Avengers vs. X-Men #10: Hope Summers Gets A Codename

We’re in the home stretch of Avengers vs. X-Men with issue #10, and the whole thing with Hope Summers is finally coming to a head. She’s been heralded as the mutant messiah since day one, but we got a swerve a few issues back throwing the Phoenix at five X-Men instead of her because she couldn’t handle it. That never stopped her from being the messiah, though. Still, she’s always just been Hope Summers. No snazzy codename like Cyclops or even a lame codename like her father-figure Cable – someone we’re still waiting for to make an appearance here.  Here, however, we get a potential one for her, which could really exemplify the randomness with which she can copy powers and her new training in the mystical kung-fu city of K’un L’un.

How does “Chaos Fist” grab you?

I know, a little iffy. Perhaps that’s a name better reserved for the move she employs in the face of the amped-up grandaddy-figure she faces in Cyclops, who is determined to take her from the Avengers. First, Shao Lao The Undying, dragon-born of K’un L’un is taken down after being able to hurt Scotty Jive of the Phoenix Five. Then the Scarlet Witch throws everything she’s got at Cyke, and he shrugs it off thanks to last issue dropping the Rasputins in dumb-ass fashion and tripling his power. However, Hope copies both Shao Lao and Wanda Maximoff power and is able to clock Scott BANG ZOOM to the moon with the “chaos fist.” Thus, finally unlocking the mystical riddle that Tony Stark’s been confounded by for most of the series, ever since he created the Phoenix Five in the first place.

This leads the stunned Cyclops to decide he’s going to take the rest of the Phoenix power back, and next issue should see him confronting his lover, the truly corrupted Emma Frost, who is spending her time making all the remaining X-folk bow to her power, including Magneto, despite his protests. Leading him to psychically call Charles Xavier for help.
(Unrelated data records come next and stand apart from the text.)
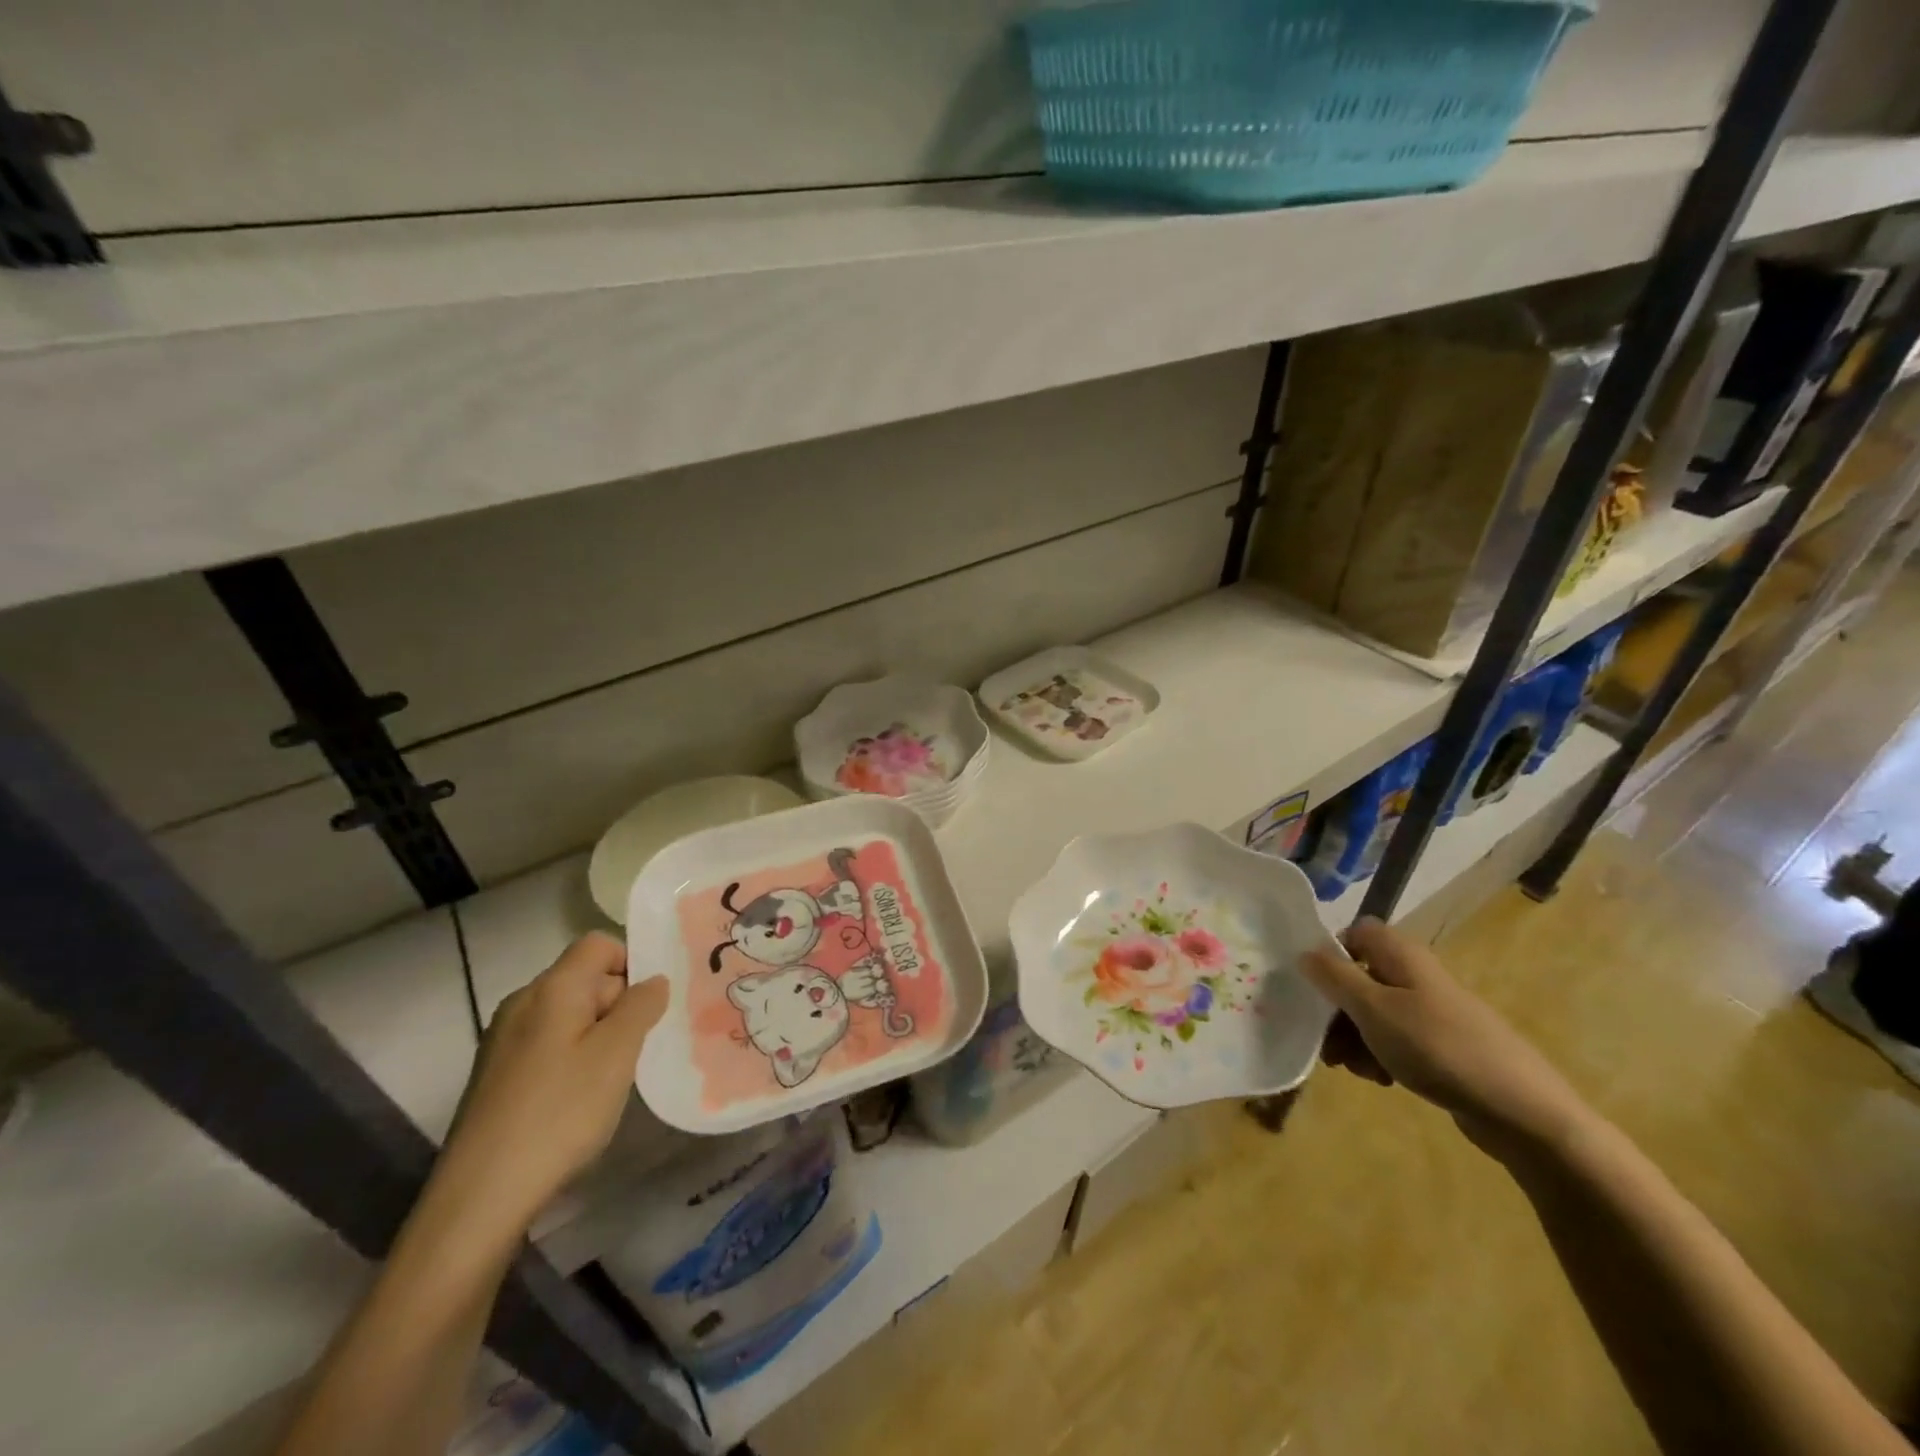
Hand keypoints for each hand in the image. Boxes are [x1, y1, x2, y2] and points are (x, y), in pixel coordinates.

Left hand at [434, 933, 666, 1235]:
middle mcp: (523, 1003)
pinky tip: (583, 1097)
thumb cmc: (559, 1113)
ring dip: (601, 1033)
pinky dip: (575, 1056)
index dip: (632, 961)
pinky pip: (549, 1044)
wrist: (480, 1196)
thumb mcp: (617, 1054)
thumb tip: (653, 980)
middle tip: (644, 1044)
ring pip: (569, 1015)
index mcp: (552, 988)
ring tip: (618, 1074)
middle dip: (620, 1002)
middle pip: (585, 978)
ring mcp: (504, 1040)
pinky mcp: (497, 1075)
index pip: (599, 944)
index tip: (653, 1003)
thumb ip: (641, 1006)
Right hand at [1300, 918, 1590, 1160]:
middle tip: (1325, 1044)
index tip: (1315, 988)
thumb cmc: (1438, 1047)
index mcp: (1401, 956)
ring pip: (1374, 1013)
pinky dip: (1381, 1055)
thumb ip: (1334, 977)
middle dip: (1336, 1010)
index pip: (1356, 933)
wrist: (1521, 1111)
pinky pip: (1397, 1040)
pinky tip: (1381, 1080)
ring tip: (1354, 1069)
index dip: (1331, 954)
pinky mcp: (1442, 1047)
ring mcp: (1431, 1012)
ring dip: (1354, 1038)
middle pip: (1359, 977)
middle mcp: (1416, 976)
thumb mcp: (1374, 1009)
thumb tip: (1304, 951)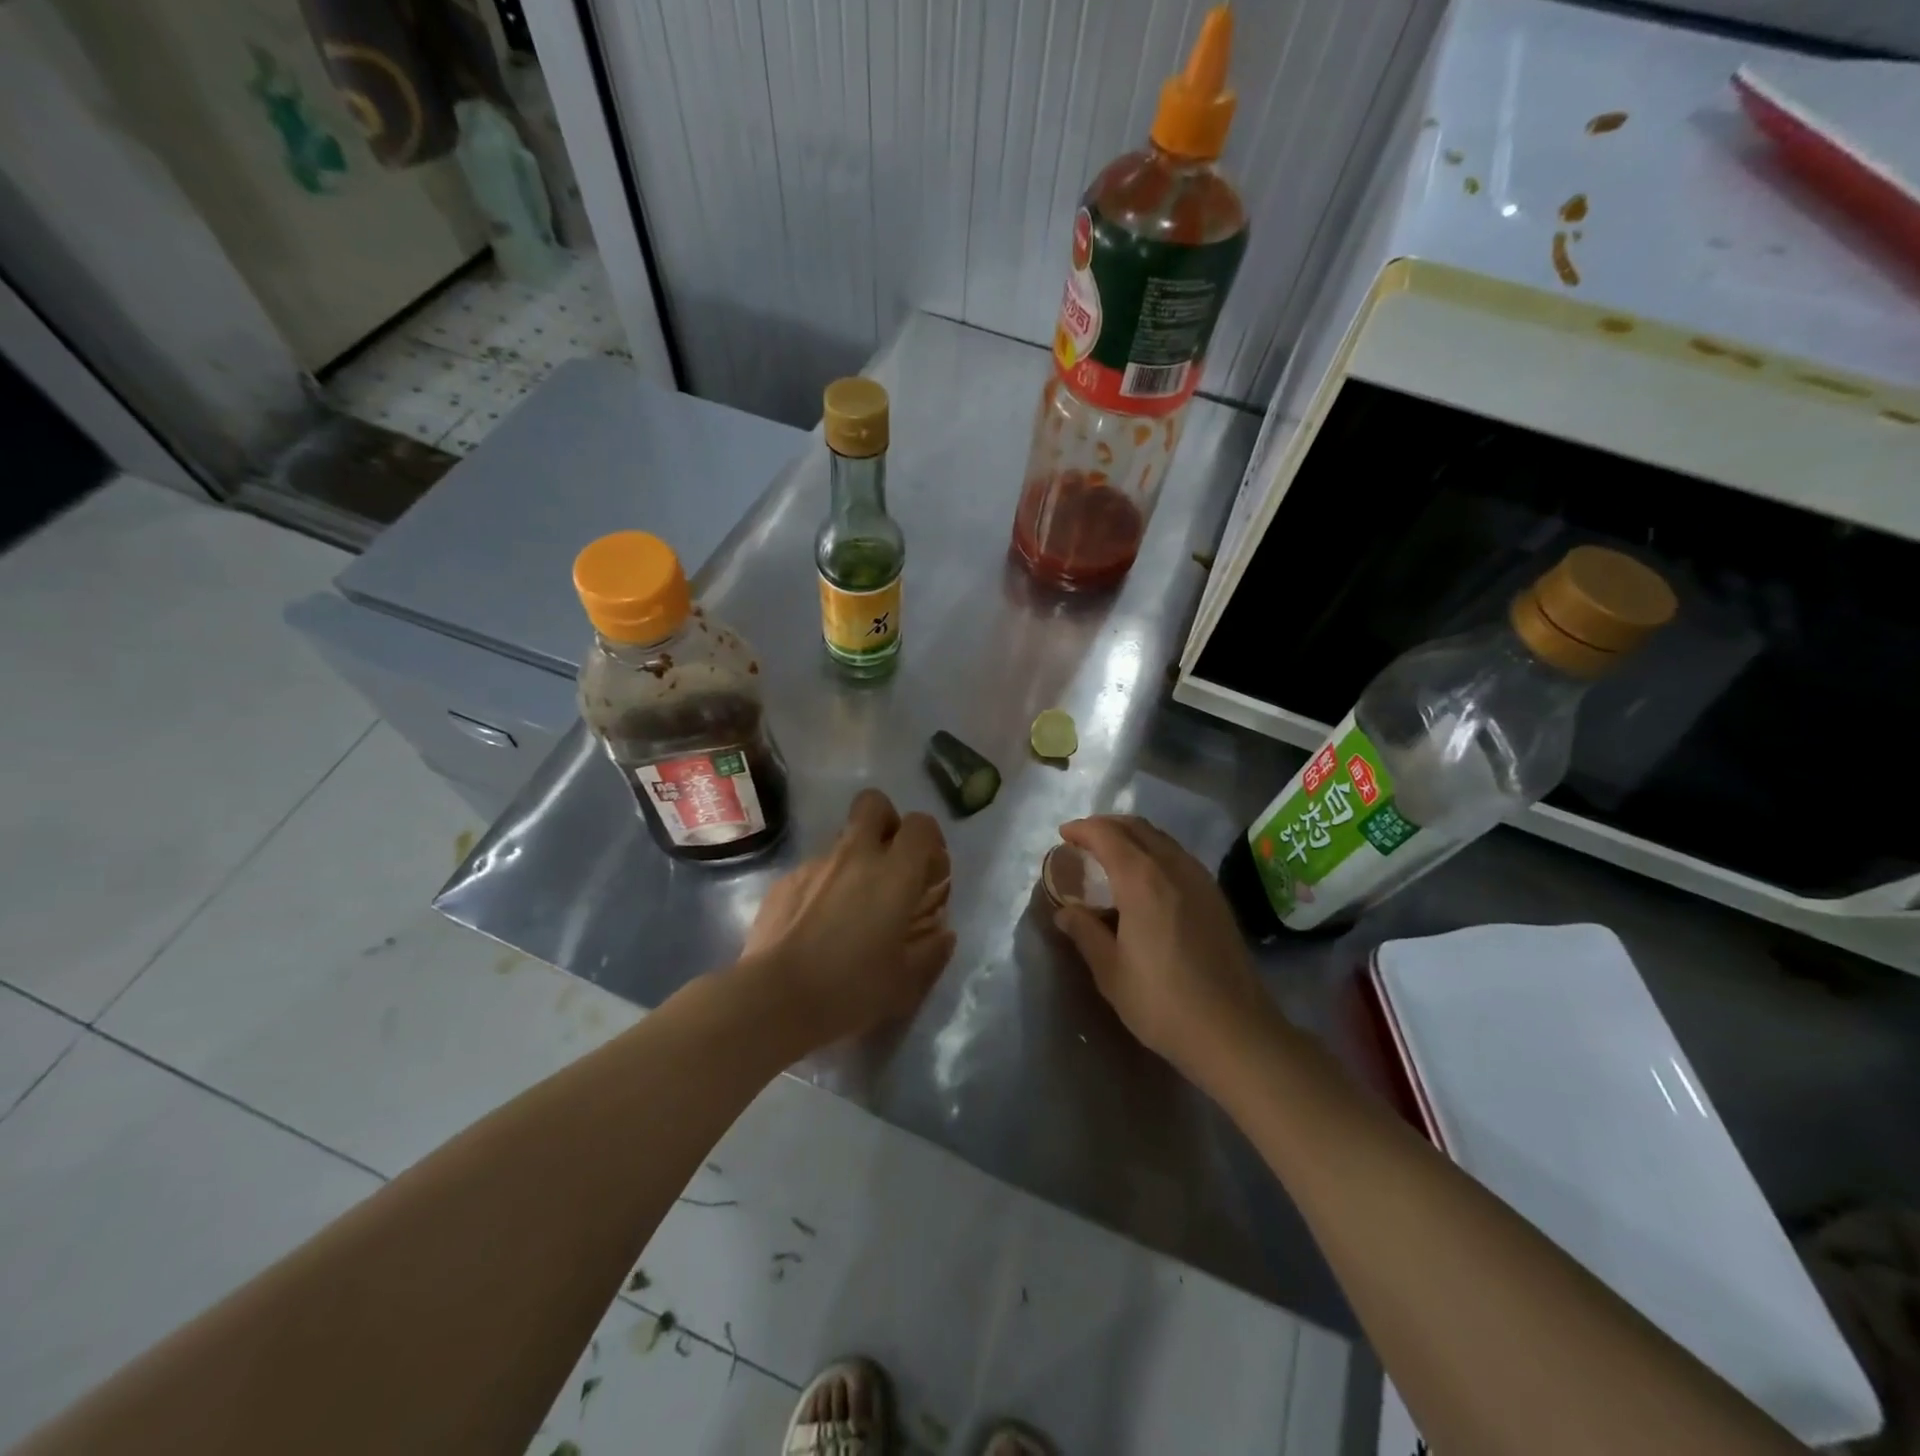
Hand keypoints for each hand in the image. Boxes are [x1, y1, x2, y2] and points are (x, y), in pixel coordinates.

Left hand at [739, 789, 955, 1048]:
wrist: (774, 1000)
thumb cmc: (851, 989)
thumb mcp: (906, 983)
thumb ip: (931, 952)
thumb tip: (943, 934)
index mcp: (894, 873)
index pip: (921, 825)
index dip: (930, 841)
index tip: (929, 874)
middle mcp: (855, 856)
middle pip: (874, 804)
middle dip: (887, 823)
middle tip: (890, 864)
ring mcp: (815, 864)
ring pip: (842, 840)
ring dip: (854, 860)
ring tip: (850, 907)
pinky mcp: (784, 881)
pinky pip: (813, 871)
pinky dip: (822, 887)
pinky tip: (816, 926)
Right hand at [1054, 816, 1275, 1082]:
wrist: (1235, 1031)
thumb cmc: (1163, 1002)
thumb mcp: (1110, 971)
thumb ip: (1085, 933)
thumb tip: (1065, 912)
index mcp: (1141, 880)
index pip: (1107, 835)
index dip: (1082, 829)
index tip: (1063, 835)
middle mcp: (1173, 867)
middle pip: (1136, 827)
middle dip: (1106, 826)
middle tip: (1083, 841)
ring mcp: (1200, 880)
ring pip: (1161, 838)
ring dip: (1132, 836)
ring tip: (1111, 856)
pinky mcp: (1216, 896)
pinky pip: (1178, 855)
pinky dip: (1154, 851)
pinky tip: (1146, 878)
Along with setting up the final Summers v. Summers throwdown, Avengers vs. X-Men #10 also sets the wheel of destiny whirling as to who will be the mandatory death that must always happen to give an event book its punch. The even money is on Cyclops, of course, as the figurehead of a hope polluted by absolute power and who has become the central villain of the whole affair. However, don’t count out Xavier, since he’s a major player who has nonetheless been put out to pasture in the X-books because no one knows what to do with the world’s most powerful telepath. This would finally be something to do with him, and it has the bonus of killing him off so people stop asking “why isn’t the highly educated Professor Xavier helping the entirely unqualified and murderous hairy savage run a school for his precious mutants?”  And who on the Avengers looks primed to take a fall? Might Danny Rand bite it so Hope can become the new Iron Chaos Fist? Will the Red Hulk die, since his book is being taken over by his daughter, the Red She-Hulk, who will apparently declare war on all superhumans? There are two issues left to find out.

This is the great Ed Brubaker stepping into the AvX rotation again, although one might posit that being involved with this big event book is part of what burnt him out on superhero comics and has sent him off to do more creator-owned work. It’s a perfectly adequate issue, but certainly not the kind of story where Bru thrives. Some interesting things happen, but nothing particularly surprising. Adam Kubert’s artwork is always solid, of course.

There’s still the central logic issue of Cyclops repeatedly claiming he’s trying to save their species, but how exactly is he doing that? He’s taking over the world. I thought the plan was to use the Phoenix power to override whatever genetic magic malarkey was happening that was keeping new mutants from being born. However, I suppose at this point we’re just supposed to chalk up all character-based questions like that to ‘Phoenix possession makes people jerky’ and leave it at that. So let’s shrug it off and get on with the rest of it.

Hey, it’s still sorta fun. And it’s not Fear Itself. So let’s enjoy what we can. We do like liking things.